## What to do:
Your response should be the complete listing, returned exactly as written.

Input material section start

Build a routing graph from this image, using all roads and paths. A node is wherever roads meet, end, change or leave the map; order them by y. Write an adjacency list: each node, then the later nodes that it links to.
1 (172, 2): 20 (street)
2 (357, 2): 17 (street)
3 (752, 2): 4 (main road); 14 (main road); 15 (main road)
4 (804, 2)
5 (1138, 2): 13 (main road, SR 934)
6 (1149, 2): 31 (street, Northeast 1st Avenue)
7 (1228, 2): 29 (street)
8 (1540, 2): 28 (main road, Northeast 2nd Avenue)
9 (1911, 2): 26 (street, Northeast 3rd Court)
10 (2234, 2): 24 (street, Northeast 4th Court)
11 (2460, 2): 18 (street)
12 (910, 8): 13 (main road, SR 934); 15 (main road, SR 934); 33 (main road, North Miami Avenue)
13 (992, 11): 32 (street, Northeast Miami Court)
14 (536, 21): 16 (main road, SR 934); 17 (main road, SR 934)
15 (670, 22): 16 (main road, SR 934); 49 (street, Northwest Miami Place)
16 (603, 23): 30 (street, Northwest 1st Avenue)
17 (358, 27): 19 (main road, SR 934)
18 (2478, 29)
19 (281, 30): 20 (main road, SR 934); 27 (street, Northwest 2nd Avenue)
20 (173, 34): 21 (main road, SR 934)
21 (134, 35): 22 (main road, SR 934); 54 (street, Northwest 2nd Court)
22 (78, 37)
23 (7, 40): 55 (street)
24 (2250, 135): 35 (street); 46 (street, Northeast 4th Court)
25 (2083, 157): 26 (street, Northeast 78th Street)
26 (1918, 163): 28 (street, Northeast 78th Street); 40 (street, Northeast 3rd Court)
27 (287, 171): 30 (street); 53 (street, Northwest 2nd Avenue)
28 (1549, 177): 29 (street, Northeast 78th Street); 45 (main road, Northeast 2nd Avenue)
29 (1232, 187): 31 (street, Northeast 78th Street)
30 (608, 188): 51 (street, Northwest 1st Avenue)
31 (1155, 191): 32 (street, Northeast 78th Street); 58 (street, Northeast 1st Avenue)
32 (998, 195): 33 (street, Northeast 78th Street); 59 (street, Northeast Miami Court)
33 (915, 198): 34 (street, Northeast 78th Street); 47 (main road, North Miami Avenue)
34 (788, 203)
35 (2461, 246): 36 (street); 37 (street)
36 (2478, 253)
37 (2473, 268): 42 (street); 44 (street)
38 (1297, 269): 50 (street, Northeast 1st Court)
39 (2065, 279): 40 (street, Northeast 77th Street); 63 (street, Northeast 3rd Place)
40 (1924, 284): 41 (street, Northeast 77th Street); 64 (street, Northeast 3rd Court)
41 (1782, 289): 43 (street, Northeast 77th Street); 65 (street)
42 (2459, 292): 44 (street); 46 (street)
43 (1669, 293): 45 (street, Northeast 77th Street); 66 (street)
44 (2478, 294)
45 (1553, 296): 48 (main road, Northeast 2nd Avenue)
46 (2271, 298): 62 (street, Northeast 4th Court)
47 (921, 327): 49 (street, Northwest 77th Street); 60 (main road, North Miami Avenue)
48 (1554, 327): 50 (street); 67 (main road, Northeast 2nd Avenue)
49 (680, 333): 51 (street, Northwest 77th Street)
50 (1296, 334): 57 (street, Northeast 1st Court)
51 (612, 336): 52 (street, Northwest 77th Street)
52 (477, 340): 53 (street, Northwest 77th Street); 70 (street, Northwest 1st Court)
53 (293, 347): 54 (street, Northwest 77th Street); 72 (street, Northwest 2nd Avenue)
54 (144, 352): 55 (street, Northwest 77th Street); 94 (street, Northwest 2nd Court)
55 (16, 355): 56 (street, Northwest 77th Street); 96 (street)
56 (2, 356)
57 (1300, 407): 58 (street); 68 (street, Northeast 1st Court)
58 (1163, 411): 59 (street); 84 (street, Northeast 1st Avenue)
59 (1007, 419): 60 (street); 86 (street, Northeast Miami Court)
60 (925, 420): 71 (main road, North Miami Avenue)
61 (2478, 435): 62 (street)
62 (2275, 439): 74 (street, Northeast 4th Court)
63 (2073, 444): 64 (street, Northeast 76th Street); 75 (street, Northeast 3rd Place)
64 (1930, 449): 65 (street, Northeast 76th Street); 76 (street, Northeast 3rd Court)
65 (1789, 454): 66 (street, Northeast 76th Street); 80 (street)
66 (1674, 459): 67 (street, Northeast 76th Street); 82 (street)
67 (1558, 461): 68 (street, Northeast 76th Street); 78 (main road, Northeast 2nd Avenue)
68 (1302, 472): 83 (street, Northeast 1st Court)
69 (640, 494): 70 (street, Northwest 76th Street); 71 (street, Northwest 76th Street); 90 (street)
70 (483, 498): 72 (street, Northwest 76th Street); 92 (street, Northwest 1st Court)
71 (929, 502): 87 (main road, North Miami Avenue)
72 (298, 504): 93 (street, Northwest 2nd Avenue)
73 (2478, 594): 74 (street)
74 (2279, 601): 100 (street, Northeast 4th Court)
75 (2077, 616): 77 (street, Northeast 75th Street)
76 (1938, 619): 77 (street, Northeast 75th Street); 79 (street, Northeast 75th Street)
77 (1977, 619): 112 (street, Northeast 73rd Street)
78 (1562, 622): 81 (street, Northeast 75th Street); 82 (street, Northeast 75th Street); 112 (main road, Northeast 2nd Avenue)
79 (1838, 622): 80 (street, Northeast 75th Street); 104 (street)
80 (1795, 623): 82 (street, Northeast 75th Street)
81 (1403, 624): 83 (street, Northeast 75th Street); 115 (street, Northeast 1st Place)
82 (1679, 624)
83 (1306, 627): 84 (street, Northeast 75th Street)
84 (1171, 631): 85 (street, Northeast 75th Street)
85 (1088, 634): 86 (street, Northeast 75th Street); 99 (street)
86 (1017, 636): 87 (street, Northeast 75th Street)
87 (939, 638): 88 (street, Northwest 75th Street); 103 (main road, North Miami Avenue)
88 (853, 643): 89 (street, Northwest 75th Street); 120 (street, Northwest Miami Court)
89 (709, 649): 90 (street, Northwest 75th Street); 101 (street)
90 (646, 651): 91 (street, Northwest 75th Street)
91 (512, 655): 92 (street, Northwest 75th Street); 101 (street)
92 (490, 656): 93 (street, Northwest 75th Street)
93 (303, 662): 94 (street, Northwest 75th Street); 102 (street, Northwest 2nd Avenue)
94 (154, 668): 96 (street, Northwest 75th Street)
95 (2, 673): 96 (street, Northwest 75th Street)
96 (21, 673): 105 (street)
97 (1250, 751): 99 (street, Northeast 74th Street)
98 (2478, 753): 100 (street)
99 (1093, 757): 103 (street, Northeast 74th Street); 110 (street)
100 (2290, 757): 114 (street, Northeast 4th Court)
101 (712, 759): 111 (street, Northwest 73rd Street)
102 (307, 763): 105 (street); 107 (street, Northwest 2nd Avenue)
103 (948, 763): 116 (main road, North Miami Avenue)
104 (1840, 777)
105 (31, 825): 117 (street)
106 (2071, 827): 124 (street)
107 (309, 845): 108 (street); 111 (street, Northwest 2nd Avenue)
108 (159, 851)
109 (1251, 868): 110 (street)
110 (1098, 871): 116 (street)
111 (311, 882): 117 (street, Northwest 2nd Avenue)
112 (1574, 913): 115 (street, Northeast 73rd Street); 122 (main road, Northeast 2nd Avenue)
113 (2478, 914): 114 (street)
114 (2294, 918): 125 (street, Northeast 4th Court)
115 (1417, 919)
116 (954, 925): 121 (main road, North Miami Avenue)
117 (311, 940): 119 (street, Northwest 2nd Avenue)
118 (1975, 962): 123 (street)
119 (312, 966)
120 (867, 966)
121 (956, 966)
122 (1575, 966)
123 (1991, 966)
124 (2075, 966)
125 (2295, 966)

Input material section end

## Solution to the problem:
Build a routing graph from this image, using all roads and paths. A node is wherever roads meet, end, change or leave the map; order them by y. Write an adjacency list: each node, then the later nodes that it links to.
1 (172, 2): 20 (street)
2 (357, 2): 17 (street)
3 (752, 2): 4 (main road); 14 (main road); 15 (main road)
4 (804, 2)
5 (1138, 2): 13 (main road, SR 934)
6 (1149, 2): 31 (street, Northeast 1st Avenue)
7 (1228, 2): 29 (street)
8 (1540, 2): 28 (main road, Northeast 2nd Avenue)
9 (1911, 2): 26 (street, Northeast 3rd Court)
10 (2234, 2): 24 (street, Northeast 4th Court)
11 (2460, 2): 18 (street)
12 (910, 8): 13 (main road, SR 934); 15 (main road, SR 934); 33 (main road, North Miami Avenue)
13 (992, 11): 32 (street, Northeast Miami Court)
14 (536, 21): 16 (main road, SR 934); 17 (main road, SR 934)
15 (670, 22): 16 (main road, SR 934); 49 (street, Northwest Miami Place)
16 (603, 23): 30 (street, Northwest 1st Avenue)
17 (358, 27): 19 (main road, SR 934)
18 (2478, 29)
19 (281, 30): 20 (main road, SR 934); 27 (street, Northwest 2nd Avenue)
20 (173, 34): 21 (main road, SR 934)
21 (134, 35): 22 (main road, SR 934); 54 (street, Northwest 2nd Court)
22 (78, 37)
23 (7, 40): 55 (street)
24 (2250, 135): 35 (street); 46 (street, Northeast 4th Court)
25 (2083, 157): 26 (street, Northeast 78th Street)
26 (1918, 163): 28 (street, Northeast 78th Street); 40 (street, Northeast 3rd Court)
27 (287, 171): 30 (street); 53 (street, Northwest 2nd Avenue)
28 (1549, 177): 29 (street, Northeast 78th Street); 45 (main road, Northeast 2nd Avenue)
29 (1232, 187): 31 (street, Northeast 78th Street)
30 (608, 188): 51 (street, Northwest 1st Avenue)
31 (1155, 191): 32 (street, Northeast 78th Street); 58 (street, Northeast 1st Avenue)
32 (998, 195): 33 (street, Northeast 78th Street); 59 (street, Northeast Miami Court)
33 (915, 198): 34 (street, Northeast 78th Street); 47 (main road, North Miami Avenue)
34 (788, 203)
35 (2461, 246): 36 (street); 37 (street)
36 (2478, 253)
37 (2473, 268): 42 (street); 44 (street)
38 (1297, 269): 50 (street, Northeast 1st Court)
39 (2065, 279): 40 (street, Northeast 77th Street); 63 (street, Northeast 3rd Place)
40 (1924, 284): 41 (street, Northeast 77th Street); 64 (street, Northeast 3rd Court)
41 (1782, 289): 43 (street, Northeast 77th Street); 65 (street)
42 (2459, 292): 44 (street); 46 (street)
43 (1669, 293): 45 (street, Northeast 77th Street); 66 (street)
44 (2478, 294)
45 (1553, 296): 48 (main road, Northeast 2nd Avenue)
46 (2271, 298): 62 (street, Northeast 4th Court)
47 (921, 327): 49 (street, Northwest 77th Street); 60 (main road, North Miami Avenue)
48 (1554, 327): 50 (street); 67 (main road, Northeast 2nd Avenue)
49 (680, 333): 51 (street, Northwest 77th Street)
50 (1296, 334): 57 (street, Northeast 1st Court)
51 (612, 336): 52 (street, Northwest 77th Street)
52 (477, 340): 53 (street, Northwest 77th Street); 70 (street, Northwest 1st Court)
53 (293, 347): 54 (street, Northwest 77th Street); 72 (street, Northwest 2nd Avenue)
54 (144, 352): 55 (street, Northwest 77th Street); 94 (street, Northwest 2nd Court)
55 (16, 355): 56 (street, Northwest 77th Street); 96 (street)
56 (2, 356)
57 (1300, 407): 58 (street); 68 (street, Northeast 1st Court)
58 (1163, 411): 59 (street); 84 (street, Northeast 1st Avenue)
59 (1007, 419): 60 (street); 86 (street, Northeast Miami Court)
60 (925, 420): 71 (main road, North Miami Avenue)
61 (2478, 435): 62 (street)
62 (2275, 439): 74 (street, Northeast 4th Court)
63 (2073, 444): 64 (street, Northeast 76th Street); 75 (street, Northeast 3rd Place)
64 (1930, 449): 65 (street, Northeast 76th Street); 76 (street, Northeast 3rd Court)
65 (1789, 454): 66 (street, Northeast 76th Street); 80 (street)
66 (1674, 459): 67 (street, Northeast 76th Street); 82 (street)
67 (1558, 461): 68 (street, Northeast 76th Street); 78 (main road, Northeast 2nd Avenue)
68 (1302, 472): 83 (street, Northeast 1st Court)
69 (640, 494): 70 (street, Northwest 76th Street); 71 (street, Northwest 76th Street); 90 (street)
70 (483, 498): 72 (street, Northwest 76th Street); 92 (street, Northwest 1st Court)
71 (929, 502): 87 (main road, North Miami Avenue)
72 (298, 504): 93 (street, Northwest 2nd Avenue)
73 (2478, 594): 74 (street)
74 (2279, 601): 100 (street, Northeast 4th Court)
75 (2077, 616): 77 (street, Northeast 75th Street)
76 (1938, 619): 77 (street, Northeast 75th Street); 79 (street, Northeast 75th Street)
77 (1977, 619): 112 (street, Northeast 73rd Street)
78 (1562, 622): 81 (street, Northeast 75th Street); 82 (street, Northeast 75th Street); 112 (main road, Northeast 2nd Avenue)
79 (1838, 622): 80 (street, Northeast 75th Street); 104 (street)
80 (1795, 623): 82 (street, Northeast 75th Street)
81 (1403, 624): 83 (street, Northeast 75th Street); 115 (street, Northeast 1st Place)
82 (1679, 624)
83 (1306, 627): 84 (street, Northeast 75th Street)
84 (1171, 631): 85 (street, Northeast 75th Street)
85 (1088, 634): 86 (street, Northeast 75th Street); 99 (street)
86 (1017, 636): 87 (street, Northeast 75th Street)
87 (939, 638): 88 (street, Northwest 75th Street); 103 (main road, North Miami Avenue)
88 (853, 643): 89 (street, Northwest 75th Street); 120 (street, Northwest Miami Court)
89 (709, 649): 90 (street, Northwest 75th Street); 101 (street)
90 (646, 651): 91 (street, Northwest 75th Street)
91 (512, 655): 92 (street, Northwest 75th Street); 101 (street)
92 (490, 656): 93 (street, Northwest 75th Street)
93 (303, 662): 94 (street, Northwest 75th Street); 102 (street, Northwest 2nd Avenue)
94 (154, 668): 96 (street, Northwest 75th Street)
95 (2, 673): 96 (street, Northwest 75th Street)
96 (21, 673): 105 (street)
97 (1250, 751): 99 (street, Northeast 74th Street)
98 (2478, 753): 100 (street)
99 (1093, 757): 103 (street, Northeast 74th Street); 110 (street)
100 (2290, 757): 114 (street, Northeast 4th Court)
101 (712, 759): 111 (street, Northwest 73rd Street)
102 (307, 763): 105 (street); 107 (street, Northwest 2nd Avenue)
103 (948, 763): 116 (main road, North Miami Avenue)
104 (1840, 777)
105 (31, 825): 117 (street)
106 (2071, 827): 124 (street)
107 (309, 845): 108 (street); 111 (street, Northwest 2nd Avenue)
108 (159, 851)
109 (1251, 868): 110 (street)
110 (1098, 871): 116 (street)
111 (311, 882): 117 (street, Northwest 2nd Avenue)
112 (1574, 913): 115 (street, Northeast 73rd Street); 122 (main road, Northeast 2nd Avenue)
113 (2478, 914): 114 (street)
114 (2294, 918): 125 (street, Northeast 4th Court)
115 (1417, 919)
116 (954, 925): 121 (main road, North Miami Avenue)
117 (311, 940): 119 (street, Northwest 2nd Avenue)
118 (1975, 962): 123 (street)
119 (312, 966)
120 (867, 966)
121 (956, 966)
122 (1575, 966)
123 (1991, 966)
124 (2075, 966)
125 (2295, 966)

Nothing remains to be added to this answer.